:: Exercise aim ::
What is the number of lines in these records with "Turnpike" in them? Answer with that number only.

:: Saved entries ::
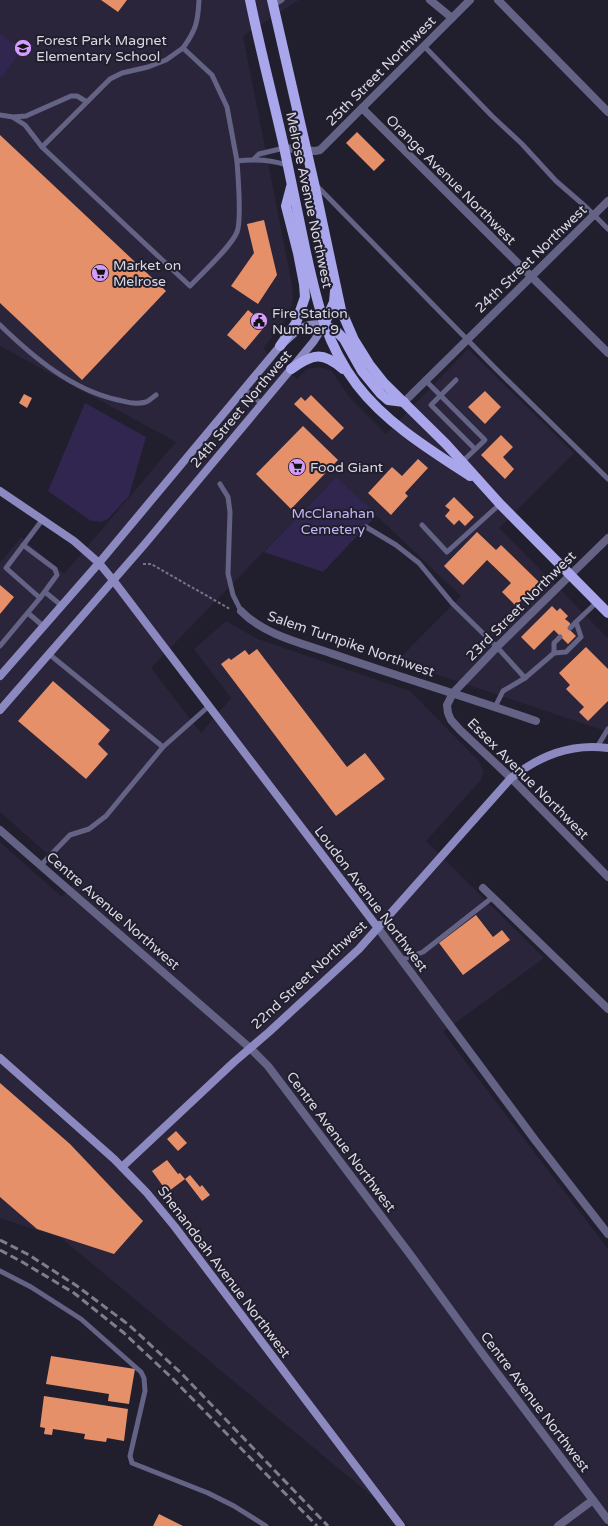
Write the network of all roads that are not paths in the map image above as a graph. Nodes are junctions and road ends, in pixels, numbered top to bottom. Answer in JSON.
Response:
{"nodes":[{"id":1,"x":199,"y":0,"type":"edge"},
{"id":2,"x":250,"y":0,"type":"edge"},
{"id":3,"x":430,"y":0,"type":"edge"},
{"id":4,"x":470,"y":0,"type":"edge"},
{"id":5,"x":498,"y":0,"type":"edge"},
{"id":6,"x":275,"y":2,"type":"edge"},
{"id":7,"x":452,"y":18,"type":"junction"},
{"id":8,"x":424,"y":46,"type":"junction"},
{"id":9,"x":183,"y":48,"type":"junction"},
{"id":10,"x":87,"y":102,"type":"junction"},
{"id":11,"x":362,"y":108,"type":"junction"},
{"id":12,"x":608,"y":112,"type":"edge"},
{"id":13,"x":0,"y":115,"type":"edge"},
{"id":14,"x":13,"y":117,"type":"junction"},
{"id":15,"x":42,"y":148,"type":"junction"},
{"id":16,"x":284,"y":148,"type":"junction"},
{"id":17,"x":306,"y":150,"type":"junction"},
{"id":18,"x":254,"y":159,"type":"junction"},
{"id":19,"x":238,"y":161,"type":"junction"},
{"id":20,"x":287,"y":166,"type":"junction"},
{"id":21,"x":314,"y":183,"type":"junction"},
{"id":22,"x":291,"y":185,"type":"junction"},
{"id":23,"x":608,"y":201,"type":"edge"},
{"id":24,"x":594,"y":215,"type":"junction"},
{"id":25,"x":608,"y":229,"type":"edge"},
{"id":26,"x":530,"y":277,"type":"junction"},
{"id":27,"x":335,"y":280,"type":"junction"},
{"id":28,"x":0,"y":325,"type":"edge"},
{"id":29,"x":324,"y":325,"type":"junction"},
{"id":30,"x":468,"y":339,"type":"junction"},
{"id":31,"x":280,"y":346,"type":"junction"},
{"id":32,"x":608,"y":353,"type":"edge"},
{"id":33,"x":291,"y":369,"type":"junction"},
{"id":34,"x":350,"y":375,"type":"junction"},
{"id":35,"x":456,"y":380,"type":"dead end"},
{"id":36,"x":426,"y":381,"type":"junction"},
{"id":37,"x":245,"y":390,"type":"junction"},
{"id":38,"x":156,"y":395,"type":"dead end"},
{"id":39,"x":440,"y":396,"type":"junction"},
{"id":40,"x":404,"y":402,"type":"junction"},
{"id":41,"x":262,"y":404,"type":"junction"},
{"id":42,"x":476,"y":449,"type":"junction"},
{"id":43,"x":462,"y":462,"type":"junction"},
{"id":44,"x":608,"y":479,"type":"edge"},
{"id":45,"x":480,"y":482,"type":"junction"},
{"id":46,"x":220,"y":484,"type":"dead end"},
{"id":47,"x":0,"y":491,"type":"edge"},
{"id":48,"x":500,"y":504,"type":"junction"},
{"id":49,"x":43,"y":519,"type":"junction"},
{"id":50,"x":422,"y":524,"type":"dead end"},
{"id":51,"x":366,"y":527,"type":"dead end"},
{"id":52,"x":608,"y":538,"type":"edge"},
{"id":53,"x":23,"y":545,"type":"junction"},
{"id":54,"x":99,"y":563,"type":"junction"},
{"id":55,"x":571,"y":575,"type":"junction"},
{"id":56,"x":114,"y":580,"type":"junction"},
{"id":57,"x":46,"y":592,"type":"junction"},
{"id":58,"x":40,"y":598,"type":"junction"},
{"id":59,"x":597,"y":602,"type":"junction"},
{"id":60,"x":61,"y":605,"type":"junction"},
{"id":61,"x":241,"y":611,"type":"joint"},
{"id":62,"x":28,"y":613,"type":"junction"},
{"id":63,"x":608,"y":613,"type":"edge"},
{"id":64,"x":576,"y":622,"type":"junction"},
{"id":65,"x":43,"y":626,"type":"junction"},
{"id":66,"x":570,"y":628,"type":"dead end"},
{"id":67,"x":560,"y":637,"type":"dead end"},
{"id":68,"x":0,"y":646,"type":"edge"},
{"id":69,"x":497,"y":647,"type":"junction"},
{"id":70,"x":554,"y":652,"type":"junction"},
{"id":71,"x":49,"y":654,"type":"junction"},
{"id":72,"x":0,"y":676,"type":"edge"},
{"id":73,"x":525,"y":678,"type":"junction"},
{"id":74,"x":453,"y":693,"type":"junction"},
{"id":75,"x":209,"y":706,"type":"junction"},
{"id":76,"x":495,"y":707,"type":"junction"},
{"id":77,"x":0,"y":710,"type":"edge"},
{"id":78,"x":536,"y":721,"type":"dead end"},
{"id":79,"x":608,"y":729,"type":"edge"},
{"id":80,"x":164,"y":747,"type":"junction"},
{"id":81,"x":597,"y":747,"type":"junction"},
{"id":82,"x":608,"y":748,"type":"edge"},
{"id":83,"x":511,"y":778,"type":"junction"},
{"id":84,"x":0,"y":830,"type":"edge"},
{"id":85,"x":41,"y":865,"type":"junction"},
{"id":86,"x":607,"y":875,"type":"edge"},
{"id":87,"x":483,"y":888,"type":"dead end"},
{"id":88,"x":493,"y":897,"type":"junction"},
{"id":89,"x":378,"y":928,"type":"junction"},
{"id":90,"x":402,"y":960,"type":"junction"},
{"id":91,"x":608,"y":1008,"type":"edge"},
{"id":92,"x":250,"y":1048,"type":"junction"},
{"id":93,"x":0,"y":1058,"type":"edge"},
{"id":94,"x":122,"y":1167,"type":"junction"},
{"id":95,"x":608,"y":1234,"type":"edge"},
{"id":96,"x":0,"y":1270,"type":"edge"},
{"id":97,"x":593,"y":1500,"type":"junction"},
{"id":98,"x":608,"y":1520,"type":"edge"},
{"id":99,"x":266,"y":1526,"type":"edge"},
{"id":100,"x":400,"y":1526,"type":"edge"},
{"id":101,"x":558,"y":1526,"type":"edge"}],
"edges":[{"from":1,"to":9,"type":"lane"},
{"from":2,"to":16,"type":"main road","name":"Melrose Avenue Northwest"},
{"from":3,"to":7,"type":"street"},
{"from":4,"to":7,"type":"street","name":"25th Street Northwest"},
{"from":5,"to":12,"type":"street"},
{"from":6,"to":17,"type":"main road","name":"Melrose Avenue Northwest"},
{"from":7,"to":8,"type":"street","name":"25th Street Northwest"},
{"from":8,"to":11,"type":"street","name":"25th Street Northwest"},
{"from":8,"to":24,"type":"lane"},
{"from":9,"to":10,"type":"lane"},
{"from":9,"to":19,"type":"lane"},
{"from":10,"to":14,"type":"lane"},
{"from":10,"to":15,"type":"lane"},
{"from":11,"to":17,"type":"street","name":"25th Street Northwest"},
{"from":11,"to":26,"type":"street","name":"Orange Avenue Northwest"},
{"from":13,"to":14,"type":"lane"},
{"from":14,"to":15,"type":"lane"},
{"from":15,"to":19,"type":"lane"},
{"from":16,"to":17,"type":"street","name":"25th Street Northwest"},
{"from":16,"to":18,"type":"lane"},
{"from":16,"to":20,"type":"main road","name":"Melrose Avenue Northwest"},
{"from":17,"to":21,"type":"main road","name":"Melrose Avenue Northwest"},
{"from":18,"to":19,"type":"lane"},
{"from":18,"to":20,"type":"lane"},
{"from":20,"to":22,"type":"main road","name":"Melrose Avenue Northwest"},
{"from":21,"to":27,"type":"main road","name":"Melrose Avenue Northwest"},
{"from":21,"to":30,"type":"lane"},
{"from":22,"to":29,"type":"main road","name":"Melrose Avenue Northwest"},
{"from":22,"to":31,"type":"main road"},
{"from":23,"to":24,"type":"street","name":"24th Street Northwest"},
{"from":24,"to":25,"type":"lane"},
{"from":24,"to":26,"type":"street","name":"24th Street Northwest"},
{"from":26,"to":30,"type":"street","name":"24th Street Northwest"},
{"from":26,"to":32,"type":"street","name":"Orange Avenue Northwest"},
{"from":27,"to":29,"type":"main road"},
{"from":27,"to":40,"type":"main road","name":"Melrose Avenue Northwest"},
{"from":28,"to":38,"type":"lane"},
{"from":29,"to":31,"type":"street","name":"24th Street Northwest"},
{"from":29,"to":33,"type":"street","name":"24th Street Northwest"},
{"from":29,"to":34,"type":"main road","name":"Melrose Avenue Northwest"},
{"from":29,"to":40,"type":"main road"},
{"from":30,"to":36,"type":"street","name":"24th Street Northwest"},
{"from":30,"to":44,"type":"lane"},
{"from":31,"to":37,"type":"street","name":"24th Street Northwest"},
{"from":33,"to":34,"type":"main road"},
{"from":33,"to":41,"type":"street","name":"24th Street Northwest"},
{"from":34,"to":45,"type":"main road","name":"Melrose Avenue Northwest"},
{"from":35,"to":39,"type":"lane"},
{"from":36,"to":39,"type":"lane"},
{"from":36,"to":40,"type":"street","name":"24th Street Northwest"},
{"from":37,"to":41,"type":"lane"},
{"from":37,"to":54,"type":"street","name":"24th Street Northwest"},
{"from":39,"to":42,"type":"lane"},
{"from":39,"to":42,"type":"lane"},
{"from":40,"to":43,"type":"main road","name":"Melrose Avenue Northwest"},
{"from":41,"to":56,"type":"street","name":"24th Street Northwest"},
{"from":42,"to":43,"type":"lane"},
{"from":43,"to":45,"type":"main road","name":"Melrose Avenue Northwest"},
{"from":45,"to":48,"type":"main road","name":"Melrose Avenue Northwest"},
{"from":46,"to":61,"type":"lane","name":"Salem Turnpike Northwest"},
{"from":47,"to":49,"type":"street"},
{"from":48,"to":50,"type":"lane"},
{"from":48,"to":55,"type":"main road","name":"Melrose Avenue Northwest"},
{"from":49,"to":53,"type":"lane"},
{"from":49,"to":54,"type":"street"},
{"from":51,"to":69,"type":"lane"},
{"from":52,"to":55,"type":"street","name":"23rd Street Northwest"},
{"from":53,"to":57,"type":"lane"},
{"from":53,"to":58,"type":"lane"},
{"from":54,"to":56,"type":"street"},
{"from":54,"to":60,"type":"street","name":"24th Street Northwest"},
{"from":55,"to":59,"type":"main road","name":"Melrose Avenue Northwest"},
{"from":55,"to":69,"type":"street","name":"23rd Street Northwest"},
{"from":56,"to":71,"type":"street","name":"24th Street Northwest"},
{"from":56,"to":75,"type":"street","name":"Loudon Avenue Northwest"},
{"from":57,"to":58,"type":"lane"},
{"from":57,"to":60,"type":"lane"},
{"from":58,"to":62,"type":"lane"},
{"from":59,"to":63,"type":"main road","name":"Melrose Avenue Northwest"},
{"from":59,"to":64,"type":"lane"},
{"from":60,"to":65,"type":"street","name":"24th Street Northwest"},
{"from":61,"to":74,"type":"street","name":"Salem Turnpike Northwest"},
{"from":62,"to":65,"type":"lane"},
{"from":62,"to":68,"type":"lane"},
{"from":64,"to":66,"type":"lane"},
{"from":64,"to":70,"type":"lane"},
{"from":65,"to":72,"type":"street","name":"24th Street Northwest"},
{"from":67,"to":70,"type":"lane"},
{"from":69,"to":73,"type":"lane"},
{"from":69,"to":74,"type":"street","name":"23rd Street Northwest"},
{"from":70,"to":73,"type":"lane"},
{"from":71,"to":77,"type":"street","name":"24th Street Northwest"},
{"from":71,"to":80,"type":"lane"},
{"from":73,"to":76,"type":"lane"},
{"from":74,"to":76,"type":"street","name":"Salem Turnpike Northwest"},
{"from":74,"to":83,"type":"street","name":"Essex Avenue Northwest"},
{"from":75,"to":80,"type":"lane"},
{"from":75,"to":89,"type":"street","name":"Loudon Avenue Northwest"},
{"from":76,"to":78,"type":"street","name":"Salem Turnpike Northwest"},
{"from":79,"to":81,"type":"lane"},
{"from":80,"to":85,"type":"lane"},
{"from":81,"to":82,"type":"street","name":"22nd Street Northwest"},
{"from":81,"to":83,"type":"street","name":"22nd Street Northwest"},
{"from":83,"to":86,"type":"street","name":"Essex Avenue Northwest"},
{"from":83,"to":89,"type":"street","name":"22nd Street Northwest"},
{"from":84,"to":85,"type":"street","name":"Centre Avenue Northwest"},
{"from":85,"to":92,"type":"street","name":"Centre Avenue Northwest"},
{"from":87,"to":88,"type":"street"},
{"from":88,"to":90,"type":"lane"},
{"from":88,"to":91,"type":"street"},
{"from":89,"to":90,"type":"street","name":"Loudon Avenue Northwest"},
{"from":89,"to":92,"type":"street","name":"22nd Street Northwest"},
{"from":90,"to":95,"type":"street","name":"Loudon Avenue Northwest"},
{"from":92,"to":94,"type":"street","name":"22nd Street Northwest"},
{"from":92,"to":97,"type":"street","name":"Centre Avenue Northwest"},
{"from":93,"to":94,"type":"street","name":"Shenandoah Avenue Northwest"},
{"from":94,"to":100,"type":"street","name":"Shenandoah Avenue Northwest"},
{"from":96,"to":99,"type":"lane"},
{"from":97,"to":98,"type":"street","name":"Centre Avenue Northwest"},
{"from":97,"to":101,"type":"street"}]}
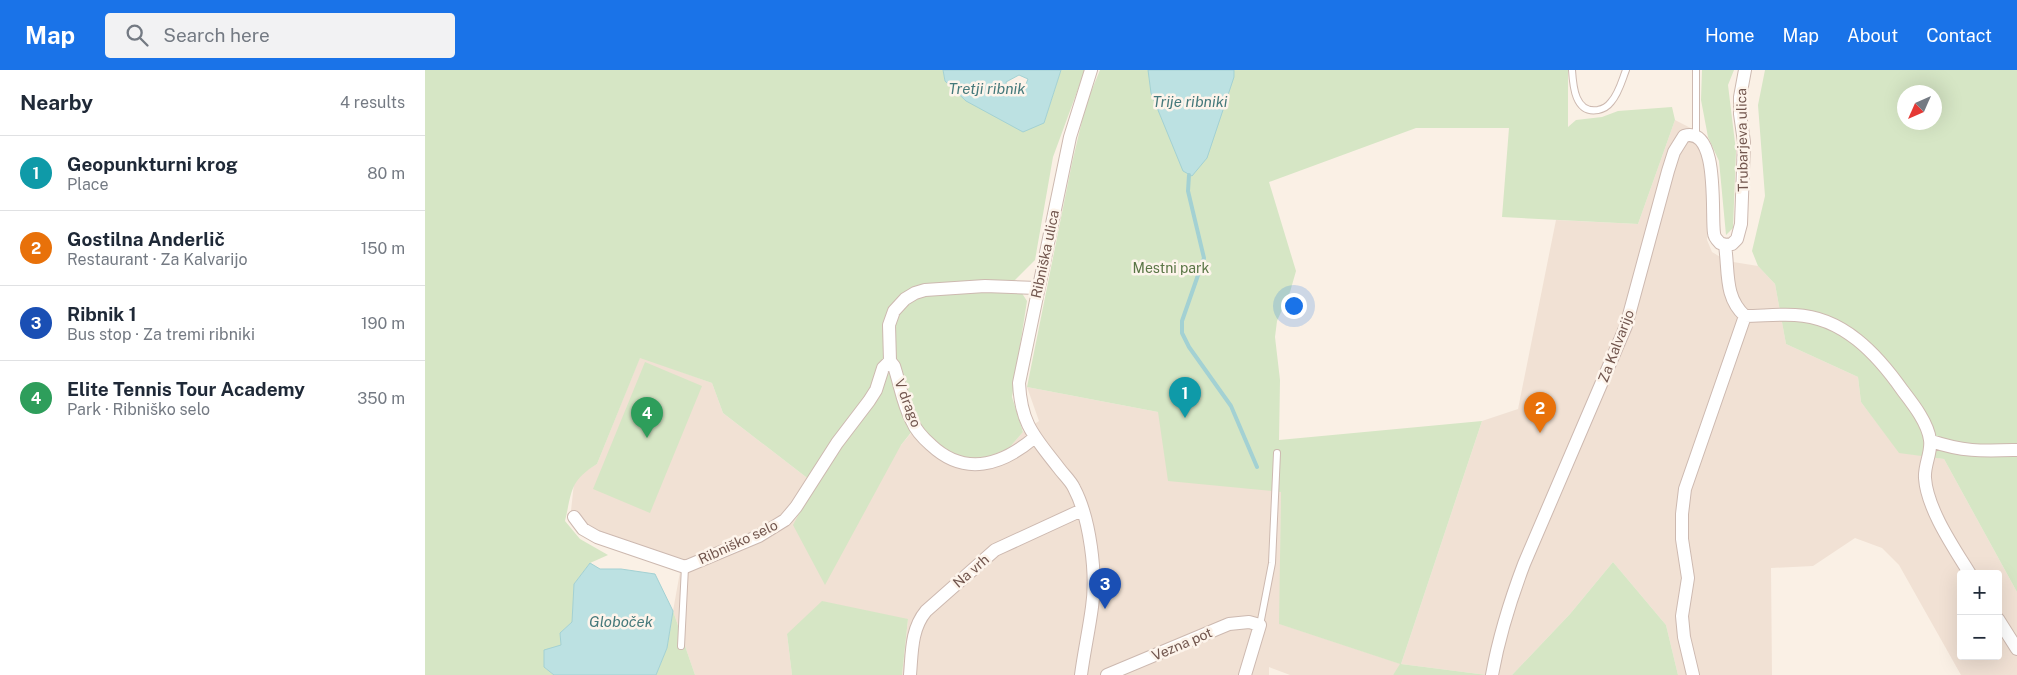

:: Output of the task ::
4